| Work request |
With the entries below as the source, tally the lines that contain the string "Avenue" and give the number only.

| Materials provided |

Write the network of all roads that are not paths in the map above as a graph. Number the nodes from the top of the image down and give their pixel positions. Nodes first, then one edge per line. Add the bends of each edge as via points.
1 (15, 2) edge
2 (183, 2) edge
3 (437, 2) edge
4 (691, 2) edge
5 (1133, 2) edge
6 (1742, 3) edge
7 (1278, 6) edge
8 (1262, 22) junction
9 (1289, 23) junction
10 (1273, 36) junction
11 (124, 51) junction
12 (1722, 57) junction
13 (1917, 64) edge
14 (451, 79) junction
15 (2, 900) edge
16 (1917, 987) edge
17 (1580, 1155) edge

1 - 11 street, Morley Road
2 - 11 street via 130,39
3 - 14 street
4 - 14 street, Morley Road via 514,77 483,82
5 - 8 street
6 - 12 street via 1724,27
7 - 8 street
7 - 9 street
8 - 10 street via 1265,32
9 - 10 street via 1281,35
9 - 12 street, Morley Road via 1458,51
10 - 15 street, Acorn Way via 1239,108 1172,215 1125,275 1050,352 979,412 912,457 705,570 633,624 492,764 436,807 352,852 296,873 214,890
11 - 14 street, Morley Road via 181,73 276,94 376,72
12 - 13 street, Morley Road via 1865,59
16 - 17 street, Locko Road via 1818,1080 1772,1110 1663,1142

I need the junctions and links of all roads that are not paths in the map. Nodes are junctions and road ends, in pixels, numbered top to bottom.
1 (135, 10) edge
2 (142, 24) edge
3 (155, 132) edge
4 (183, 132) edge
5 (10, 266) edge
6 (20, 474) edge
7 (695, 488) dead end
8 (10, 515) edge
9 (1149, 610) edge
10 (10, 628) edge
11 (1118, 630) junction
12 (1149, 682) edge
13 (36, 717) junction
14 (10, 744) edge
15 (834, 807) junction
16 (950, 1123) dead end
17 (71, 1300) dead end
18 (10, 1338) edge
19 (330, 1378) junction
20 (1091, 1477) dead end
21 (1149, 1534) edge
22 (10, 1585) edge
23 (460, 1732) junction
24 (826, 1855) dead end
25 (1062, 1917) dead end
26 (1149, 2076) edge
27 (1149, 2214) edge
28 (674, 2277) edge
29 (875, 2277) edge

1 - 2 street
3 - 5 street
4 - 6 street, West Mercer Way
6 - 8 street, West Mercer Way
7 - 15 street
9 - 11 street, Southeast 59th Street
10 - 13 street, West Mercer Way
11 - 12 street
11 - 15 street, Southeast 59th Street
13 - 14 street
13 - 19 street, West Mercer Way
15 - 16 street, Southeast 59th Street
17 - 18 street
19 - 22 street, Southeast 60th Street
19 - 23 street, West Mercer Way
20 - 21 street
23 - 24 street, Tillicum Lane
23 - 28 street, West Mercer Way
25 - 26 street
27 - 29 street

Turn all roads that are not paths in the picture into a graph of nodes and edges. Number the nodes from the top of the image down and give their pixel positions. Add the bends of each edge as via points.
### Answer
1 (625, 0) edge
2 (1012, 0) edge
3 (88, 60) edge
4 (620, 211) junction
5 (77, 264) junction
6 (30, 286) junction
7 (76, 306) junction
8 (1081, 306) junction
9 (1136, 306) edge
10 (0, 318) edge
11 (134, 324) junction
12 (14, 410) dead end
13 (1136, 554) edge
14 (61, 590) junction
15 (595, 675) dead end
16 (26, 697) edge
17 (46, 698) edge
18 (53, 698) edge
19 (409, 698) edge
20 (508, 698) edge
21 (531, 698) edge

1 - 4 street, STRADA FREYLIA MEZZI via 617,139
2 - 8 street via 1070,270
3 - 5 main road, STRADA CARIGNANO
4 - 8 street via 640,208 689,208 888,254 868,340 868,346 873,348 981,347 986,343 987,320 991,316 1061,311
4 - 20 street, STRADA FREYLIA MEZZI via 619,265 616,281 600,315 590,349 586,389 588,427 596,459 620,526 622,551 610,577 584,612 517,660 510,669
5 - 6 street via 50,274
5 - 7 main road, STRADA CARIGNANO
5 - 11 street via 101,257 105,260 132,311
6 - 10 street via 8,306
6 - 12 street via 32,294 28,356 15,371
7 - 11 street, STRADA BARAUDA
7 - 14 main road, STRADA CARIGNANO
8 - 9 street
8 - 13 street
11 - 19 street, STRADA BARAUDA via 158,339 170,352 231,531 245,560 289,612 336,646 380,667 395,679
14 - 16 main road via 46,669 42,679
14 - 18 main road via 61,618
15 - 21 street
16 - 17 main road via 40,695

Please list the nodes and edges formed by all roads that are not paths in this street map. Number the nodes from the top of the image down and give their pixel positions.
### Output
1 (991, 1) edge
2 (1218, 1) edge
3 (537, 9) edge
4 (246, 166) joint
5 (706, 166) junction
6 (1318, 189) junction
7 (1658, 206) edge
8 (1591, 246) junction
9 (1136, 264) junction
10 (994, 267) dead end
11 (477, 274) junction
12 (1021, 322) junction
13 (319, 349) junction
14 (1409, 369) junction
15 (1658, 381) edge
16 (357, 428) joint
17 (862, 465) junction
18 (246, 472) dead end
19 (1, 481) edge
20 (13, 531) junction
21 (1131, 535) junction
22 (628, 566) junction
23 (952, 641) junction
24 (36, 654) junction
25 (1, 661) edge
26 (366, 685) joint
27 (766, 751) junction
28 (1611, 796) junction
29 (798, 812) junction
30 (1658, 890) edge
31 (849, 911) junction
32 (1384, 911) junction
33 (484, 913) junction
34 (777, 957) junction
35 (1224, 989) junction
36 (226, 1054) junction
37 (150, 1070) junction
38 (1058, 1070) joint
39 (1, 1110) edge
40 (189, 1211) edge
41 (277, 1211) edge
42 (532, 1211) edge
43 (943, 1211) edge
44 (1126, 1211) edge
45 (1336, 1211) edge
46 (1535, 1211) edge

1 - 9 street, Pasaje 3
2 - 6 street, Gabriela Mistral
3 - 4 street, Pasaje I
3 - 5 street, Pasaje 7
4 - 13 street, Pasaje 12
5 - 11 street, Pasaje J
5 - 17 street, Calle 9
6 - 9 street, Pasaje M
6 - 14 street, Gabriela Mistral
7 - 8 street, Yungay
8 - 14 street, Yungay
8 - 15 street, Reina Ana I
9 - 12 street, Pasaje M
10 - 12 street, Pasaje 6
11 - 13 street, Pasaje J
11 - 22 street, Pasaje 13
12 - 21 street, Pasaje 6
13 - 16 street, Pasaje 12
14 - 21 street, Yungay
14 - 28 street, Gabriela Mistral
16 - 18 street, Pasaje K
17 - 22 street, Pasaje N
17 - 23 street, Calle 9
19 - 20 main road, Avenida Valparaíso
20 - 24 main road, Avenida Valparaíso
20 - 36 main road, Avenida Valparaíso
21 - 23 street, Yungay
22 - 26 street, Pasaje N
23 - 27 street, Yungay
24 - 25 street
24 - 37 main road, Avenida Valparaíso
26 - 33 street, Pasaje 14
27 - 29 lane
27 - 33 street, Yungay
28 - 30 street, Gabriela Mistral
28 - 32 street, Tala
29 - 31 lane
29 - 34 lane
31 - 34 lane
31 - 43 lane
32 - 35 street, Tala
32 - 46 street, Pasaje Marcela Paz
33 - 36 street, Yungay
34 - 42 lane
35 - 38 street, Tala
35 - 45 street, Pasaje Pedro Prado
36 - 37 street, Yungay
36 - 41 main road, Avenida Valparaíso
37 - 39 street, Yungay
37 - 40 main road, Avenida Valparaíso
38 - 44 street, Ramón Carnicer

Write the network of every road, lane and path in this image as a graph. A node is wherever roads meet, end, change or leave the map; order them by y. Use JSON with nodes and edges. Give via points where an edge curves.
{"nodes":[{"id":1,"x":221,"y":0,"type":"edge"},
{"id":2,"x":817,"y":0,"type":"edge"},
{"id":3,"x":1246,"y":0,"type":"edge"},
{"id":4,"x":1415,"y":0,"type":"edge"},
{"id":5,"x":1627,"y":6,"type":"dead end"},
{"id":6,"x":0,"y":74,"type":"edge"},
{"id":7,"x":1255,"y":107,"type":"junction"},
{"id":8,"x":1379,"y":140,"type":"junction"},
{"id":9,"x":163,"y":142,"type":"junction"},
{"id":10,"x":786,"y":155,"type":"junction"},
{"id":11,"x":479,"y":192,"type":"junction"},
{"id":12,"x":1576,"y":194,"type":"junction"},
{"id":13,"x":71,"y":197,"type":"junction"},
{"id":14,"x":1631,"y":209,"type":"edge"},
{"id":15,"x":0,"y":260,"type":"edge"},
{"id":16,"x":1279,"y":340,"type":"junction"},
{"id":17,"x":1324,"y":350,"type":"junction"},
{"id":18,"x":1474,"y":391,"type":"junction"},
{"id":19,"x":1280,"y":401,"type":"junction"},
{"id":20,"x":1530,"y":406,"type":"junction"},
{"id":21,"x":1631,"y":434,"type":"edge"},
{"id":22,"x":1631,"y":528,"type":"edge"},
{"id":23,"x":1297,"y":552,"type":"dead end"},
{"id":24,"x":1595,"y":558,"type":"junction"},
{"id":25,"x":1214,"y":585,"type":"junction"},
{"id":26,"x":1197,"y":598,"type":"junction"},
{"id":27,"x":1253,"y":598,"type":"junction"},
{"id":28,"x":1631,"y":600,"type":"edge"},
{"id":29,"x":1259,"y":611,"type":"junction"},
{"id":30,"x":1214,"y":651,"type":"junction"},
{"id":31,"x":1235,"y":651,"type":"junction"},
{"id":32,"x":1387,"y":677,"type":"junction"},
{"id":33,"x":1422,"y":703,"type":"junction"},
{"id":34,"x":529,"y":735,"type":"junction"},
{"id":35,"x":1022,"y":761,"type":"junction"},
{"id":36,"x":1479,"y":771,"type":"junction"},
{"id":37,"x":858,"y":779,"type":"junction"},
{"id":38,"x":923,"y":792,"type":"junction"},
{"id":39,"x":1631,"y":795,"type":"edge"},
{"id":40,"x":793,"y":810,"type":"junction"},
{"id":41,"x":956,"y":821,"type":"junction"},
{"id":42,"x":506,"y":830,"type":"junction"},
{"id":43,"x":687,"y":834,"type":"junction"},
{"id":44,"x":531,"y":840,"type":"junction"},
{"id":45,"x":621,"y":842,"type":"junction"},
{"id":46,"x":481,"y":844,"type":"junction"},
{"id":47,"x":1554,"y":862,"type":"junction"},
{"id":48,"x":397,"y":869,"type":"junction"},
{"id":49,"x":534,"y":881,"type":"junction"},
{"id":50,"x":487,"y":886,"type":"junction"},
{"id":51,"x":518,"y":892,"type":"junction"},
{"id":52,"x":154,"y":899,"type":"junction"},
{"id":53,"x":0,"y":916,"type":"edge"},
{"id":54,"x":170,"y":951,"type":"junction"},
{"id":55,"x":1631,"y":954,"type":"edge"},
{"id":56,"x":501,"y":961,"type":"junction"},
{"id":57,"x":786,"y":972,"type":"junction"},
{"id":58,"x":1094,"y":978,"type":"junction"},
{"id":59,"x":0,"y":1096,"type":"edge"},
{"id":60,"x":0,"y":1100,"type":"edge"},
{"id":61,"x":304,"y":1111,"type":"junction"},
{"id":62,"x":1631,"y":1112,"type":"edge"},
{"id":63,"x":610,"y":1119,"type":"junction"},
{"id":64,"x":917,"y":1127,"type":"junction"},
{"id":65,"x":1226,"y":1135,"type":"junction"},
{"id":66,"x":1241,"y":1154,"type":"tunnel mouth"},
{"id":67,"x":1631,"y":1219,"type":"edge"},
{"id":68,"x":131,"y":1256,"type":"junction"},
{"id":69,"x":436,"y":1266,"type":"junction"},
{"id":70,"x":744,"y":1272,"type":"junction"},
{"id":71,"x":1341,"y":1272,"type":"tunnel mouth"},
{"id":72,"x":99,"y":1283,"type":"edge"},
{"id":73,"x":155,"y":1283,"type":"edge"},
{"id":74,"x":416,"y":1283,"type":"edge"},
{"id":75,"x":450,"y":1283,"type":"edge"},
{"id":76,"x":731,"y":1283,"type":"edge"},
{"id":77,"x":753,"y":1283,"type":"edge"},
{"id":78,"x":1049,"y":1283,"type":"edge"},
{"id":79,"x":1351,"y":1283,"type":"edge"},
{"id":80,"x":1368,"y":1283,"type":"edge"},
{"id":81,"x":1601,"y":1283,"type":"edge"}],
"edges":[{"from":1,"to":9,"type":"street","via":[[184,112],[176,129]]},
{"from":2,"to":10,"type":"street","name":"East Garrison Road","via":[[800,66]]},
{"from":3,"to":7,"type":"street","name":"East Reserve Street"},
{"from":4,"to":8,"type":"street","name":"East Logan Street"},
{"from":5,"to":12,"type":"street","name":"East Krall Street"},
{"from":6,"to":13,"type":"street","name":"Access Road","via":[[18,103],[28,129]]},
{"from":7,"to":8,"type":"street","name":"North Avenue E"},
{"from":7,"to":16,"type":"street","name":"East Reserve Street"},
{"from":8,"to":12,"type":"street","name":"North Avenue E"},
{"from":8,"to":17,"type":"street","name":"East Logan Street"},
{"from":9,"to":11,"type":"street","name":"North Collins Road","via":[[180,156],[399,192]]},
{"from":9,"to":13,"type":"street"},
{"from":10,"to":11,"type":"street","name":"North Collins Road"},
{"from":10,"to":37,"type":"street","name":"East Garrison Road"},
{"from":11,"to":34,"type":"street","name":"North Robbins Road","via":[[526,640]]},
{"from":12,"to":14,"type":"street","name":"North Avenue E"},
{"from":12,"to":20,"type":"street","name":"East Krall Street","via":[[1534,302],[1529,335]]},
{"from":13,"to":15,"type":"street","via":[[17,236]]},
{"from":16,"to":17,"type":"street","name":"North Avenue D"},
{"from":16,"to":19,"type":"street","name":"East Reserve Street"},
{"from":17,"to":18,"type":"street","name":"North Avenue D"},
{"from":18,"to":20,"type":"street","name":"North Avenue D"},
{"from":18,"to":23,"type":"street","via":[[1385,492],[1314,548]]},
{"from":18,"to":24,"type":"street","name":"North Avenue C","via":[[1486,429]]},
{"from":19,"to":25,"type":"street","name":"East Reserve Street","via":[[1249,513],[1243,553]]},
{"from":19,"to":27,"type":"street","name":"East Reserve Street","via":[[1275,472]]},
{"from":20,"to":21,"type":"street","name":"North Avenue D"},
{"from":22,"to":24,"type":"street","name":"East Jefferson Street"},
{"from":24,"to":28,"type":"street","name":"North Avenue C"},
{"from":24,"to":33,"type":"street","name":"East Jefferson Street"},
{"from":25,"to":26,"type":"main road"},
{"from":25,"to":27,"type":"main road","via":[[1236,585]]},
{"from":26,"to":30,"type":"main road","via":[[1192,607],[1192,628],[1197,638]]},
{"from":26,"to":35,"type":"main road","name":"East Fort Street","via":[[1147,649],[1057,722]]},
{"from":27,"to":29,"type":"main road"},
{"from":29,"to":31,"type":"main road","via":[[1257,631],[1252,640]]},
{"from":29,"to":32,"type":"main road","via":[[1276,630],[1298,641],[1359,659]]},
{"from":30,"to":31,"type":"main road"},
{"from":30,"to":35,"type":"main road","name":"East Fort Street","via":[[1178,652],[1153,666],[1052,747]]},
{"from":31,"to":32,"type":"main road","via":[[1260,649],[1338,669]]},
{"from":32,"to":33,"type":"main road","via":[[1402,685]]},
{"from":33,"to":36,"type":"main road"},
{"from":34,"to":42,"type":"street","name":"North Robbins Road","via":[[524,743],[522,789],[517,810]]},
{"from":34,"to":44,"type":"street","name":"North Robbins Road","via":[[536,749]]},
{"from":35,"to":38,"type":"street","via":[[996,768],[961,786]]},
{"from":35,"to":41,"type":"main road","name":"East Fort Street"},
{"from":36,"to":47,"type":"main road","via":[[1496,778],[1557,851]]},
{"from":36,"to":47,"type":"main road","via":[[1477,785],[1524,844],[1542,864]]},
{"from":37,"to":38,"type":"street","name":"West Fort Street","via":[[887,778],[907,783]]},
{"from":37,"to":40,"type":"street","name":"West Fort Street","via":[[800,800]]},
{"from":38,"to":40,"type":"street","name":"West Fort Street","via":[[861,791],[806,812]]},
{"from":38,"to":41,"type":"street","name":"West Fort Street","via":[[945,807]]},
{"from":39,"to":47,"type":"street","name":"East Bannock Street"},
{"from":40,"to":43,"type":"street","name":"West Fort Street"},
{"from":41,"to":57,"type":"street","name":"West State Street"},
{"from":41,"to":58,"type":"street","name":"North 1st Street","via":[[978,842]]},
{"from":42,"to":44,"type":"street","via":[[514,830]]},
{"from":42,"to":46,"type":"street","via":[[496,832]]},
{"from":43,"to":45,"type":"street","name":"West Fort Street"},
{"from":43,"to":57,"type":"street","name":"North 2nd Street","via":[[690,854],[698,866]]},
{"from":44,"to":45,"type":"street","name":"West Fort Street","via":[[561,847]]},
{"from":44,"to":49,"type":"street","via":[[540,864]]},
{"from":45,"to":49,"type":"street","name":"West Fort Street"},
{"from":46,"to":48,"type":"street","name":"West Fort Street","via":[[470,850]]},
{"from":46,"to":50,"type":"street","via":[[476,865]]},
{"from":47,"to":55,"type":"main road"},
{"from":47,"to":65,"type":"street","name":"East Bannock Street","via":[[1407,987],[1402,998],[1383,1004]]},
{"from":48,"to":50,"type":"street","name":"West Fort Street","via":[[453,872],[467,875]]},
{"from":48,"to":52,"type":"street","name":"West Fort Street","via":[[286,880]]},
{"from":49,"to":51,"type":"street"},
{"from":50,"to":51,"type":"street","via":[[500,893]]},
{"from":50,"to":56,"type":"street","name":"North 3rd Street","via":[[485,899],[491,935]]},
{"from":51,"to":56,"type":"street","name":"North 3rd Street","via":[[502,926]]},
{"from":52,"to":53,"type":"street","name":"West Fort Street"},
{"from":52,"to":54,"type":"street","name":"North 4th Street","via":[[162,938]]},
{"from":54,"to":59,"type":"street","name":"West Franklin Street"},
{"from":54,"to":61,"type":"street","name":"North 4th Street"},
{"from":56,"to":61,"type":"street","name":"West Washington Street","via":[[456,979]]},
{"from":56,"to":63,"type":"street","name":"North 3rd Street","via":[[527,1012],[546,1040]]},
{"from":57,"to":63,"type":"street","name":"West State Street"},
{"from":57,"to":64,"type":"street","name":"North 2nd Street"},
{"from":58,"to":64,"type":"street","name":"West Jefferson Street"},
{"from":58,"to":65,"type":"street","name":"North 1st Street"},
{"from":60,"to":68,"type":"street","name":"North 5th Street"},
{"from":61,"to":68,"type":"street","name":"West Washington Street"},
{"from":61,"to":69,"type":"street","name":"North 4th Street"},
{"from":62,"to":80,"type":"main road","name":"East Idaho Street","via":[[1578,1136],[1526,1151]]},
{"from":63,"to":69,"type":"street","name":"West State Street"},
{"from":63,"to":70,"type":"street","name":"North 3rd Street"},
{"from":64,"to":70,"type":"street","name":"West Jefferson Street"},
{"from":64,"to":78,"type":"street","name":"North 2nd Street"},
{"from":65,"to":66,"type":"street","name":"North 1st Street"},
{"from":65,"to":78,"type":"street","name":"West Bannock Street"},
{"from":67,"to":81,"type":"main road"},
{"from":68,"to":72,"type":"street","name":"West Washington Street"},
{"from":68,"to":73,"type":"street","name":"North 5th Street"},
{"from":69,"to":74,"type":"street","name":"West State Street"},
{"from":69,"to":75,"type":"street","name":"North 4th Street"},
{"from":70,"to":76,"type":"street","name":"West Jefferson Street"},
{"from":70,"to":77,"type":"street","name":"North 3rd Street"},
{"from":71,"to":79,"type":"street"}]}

| Exercise result |
9